MINNEAPOLIS (CN) - C&S Wholesale Grocer and its fellow industry leader SuperValu cannot compel arbitration of antitrust claims it faces from mom-and-pop businesses.

At issue is the fallout of a 2003 asset exchange agreement between SuperValu and C&S Wholesale Grocers. The deal was based on geography, giving SuperValu the Midwest and C&S the New England region.

Mom-and-pop grocery stores took to the courts, claiming the asset exchange would increase the price of goods, and their cases were ultimately consolidated in Minnesota.

Last year the 8th Circuit remanded the case for consideration of possibly certifying a narrow class.

SuperValu and C&S filed a motion to dismiss, claiming that they can enforce certain arbitration agreements they have assigned as a result of the asset exchange through the successor-in-interest doctrine.

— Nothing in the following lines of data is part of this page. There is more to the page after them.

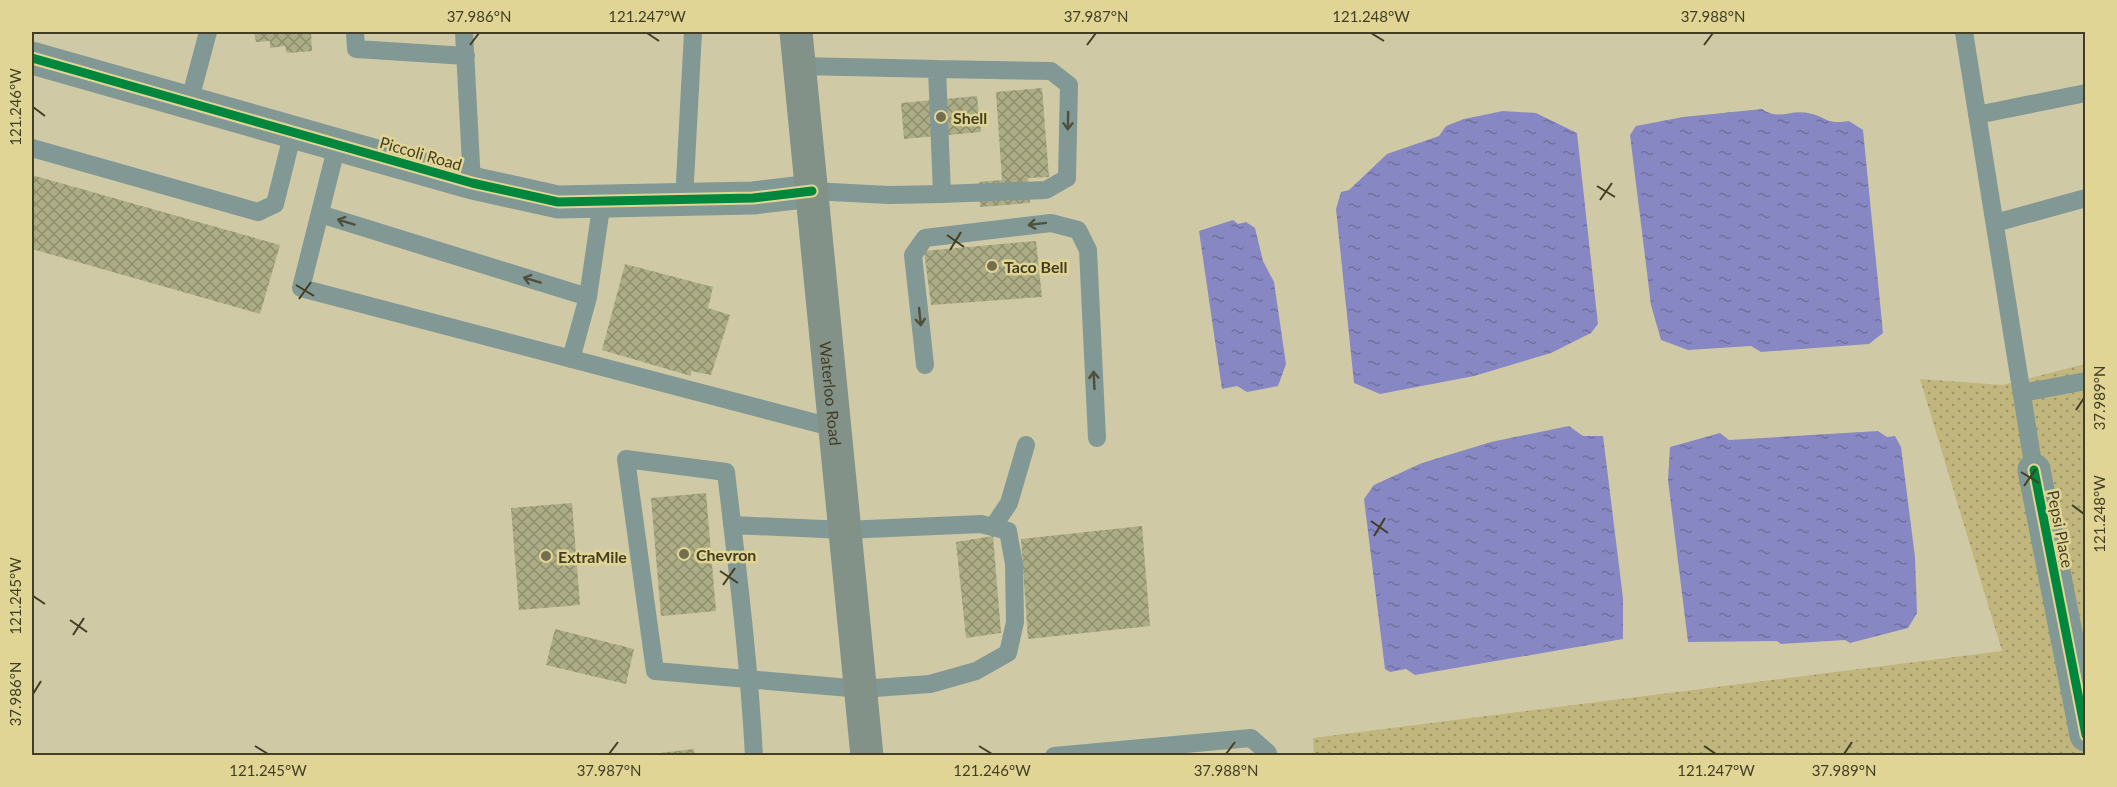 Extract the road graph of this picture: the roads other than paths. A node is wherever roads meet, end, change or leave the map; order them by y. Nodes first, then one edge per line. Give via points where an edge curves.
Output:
1 (208, 32) edge
2 (355, 32) edge
3 (464, 32) edge
4 (693, 32) edge
5 (797, 32) edge
6 (1964, 32) edge
7 (466, 56) junction
8 (32, 58) edge
9 (799, 66) junction
10 (937, 69) junction
11 (2085, 93) edge
12 (189, 103) junction
13 (1977, 115) junction
14 (293, 132) junction
15 (337, 145) junction
16 (32, 148) edge
17 (472, 183) junction
18 (812, 191) junction
19 (942, 194) junction
20 (2085, 198) edge
21 (684, 200) junction
22 (602, 201) junction
23 (320, 214) junction
24 (1995, 223) junction
25 (588, 297) junction
26 (571, 359) junction
27 (925, 365) dead end
28 (2085, 381) edge
29 (2022, 393) junction
30 (835, 428) junction
31 (1097, 438) dead end
32 (1026, 446) dead end
33 (2034, 470) joint
34 (732, 525) junction
35 (993, 527) junction
36 (845, 530) junction
37 (750, 679) junction
38 (861, 689) junction
39 (2085, 735) edge
40 (1194, 743) junction
41 (754, 756) edge
42 (867, 756) edge
43 (1054, 756) edge
44 (1210, 756) edge
45 (1268, 756) edge

1 - 12 lane
2 - 7 lane via 356,50
3 - 7 lane
4 - 21 lane
5 - 9 main road, Waterloo Road
6 - 13 lane
7 - 17 lane
8 - 12 street, Piccoli Road
9 - 10 lane
9 - 18 main road, Waterloo Road
10 - 19 lane
10 -> 19 lane via 1051,71 1069,85 1067,178 1046,189
11 - 13 lane
12 - 14 street, Piccoli Road
13 - 24 lane
14 - 15 street, Piccoli Road
14 - 16 lane via 275,204 258,212
15 - 17 street, Piccoli Road
15 - 23 lane
17 - 22 street, Piccoli Road via 558,202
18 - 19 lane
18 - 21 street, Piccoli Road
18 - 30 main road, Waterloo Road
20 - 24 lane
21 - 22 street, Piccoli Road
22 - 25 lane
25 -> 23 lane
23 - 26 lane via 301,288
24 - 29 lane
25 - 26 lane
26 - 30 lane
31 -> 27 lane via 1088,250 1078,230 1051,223 925,238 913,255
28 - 29 lane
29 - 33 lane
30 - 36 main road, Waterloo Road
32 - 35 lane via 1009,503
33 - 39 street, Pepsi Place
34 - 36 lane
34 - 37 lane
34 - 37 lane via 726,472 626,459 655,670
35 - 36 lane via 972,524
35 - 38 lane via 1008,531 1014,564 1015,622 1008,653 976,671 930,684
36 - 38 main road, Waterloo Road
37 - 38 lane
37 - 41 lane
38 - 42 main road, Waterloo Road
40 - 43 lane
40 - 44 lane
40 - 45 lane via 1251,738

U.S. District Judge Ann Montgomery shot down those arguments Monday, saying SuperValu and C&S are competitors and do not rely on each other to act.

"To the extent Defendants have a relationship under the AEA, the relationship is one of assignor and assignee, because each wholesaler assigned to the other their rights to an arbitration agreement," the nine-page opinion states. "Thus, Defendants' relationship differs greatly from agency or agency-related relationships that courts have deemed to be sufficiently close for purposes of permitting a nonsignatory to enforce an arbitration agreement."

SuperValu and C&S also argued that they could enforce the arbitration agreements because some of the events at issue in the class action occurred before the agreements were transferred.

Montgomery found the argument failed because the examples used by SuperValu and C&S involved agreements that were terminated.

"Here, the arbitration agreements were assigned, not terminated," Montgomery wrote. "Thus, the issue is not whether the right to arbitrate survives, but rather who is entitled to assert that right."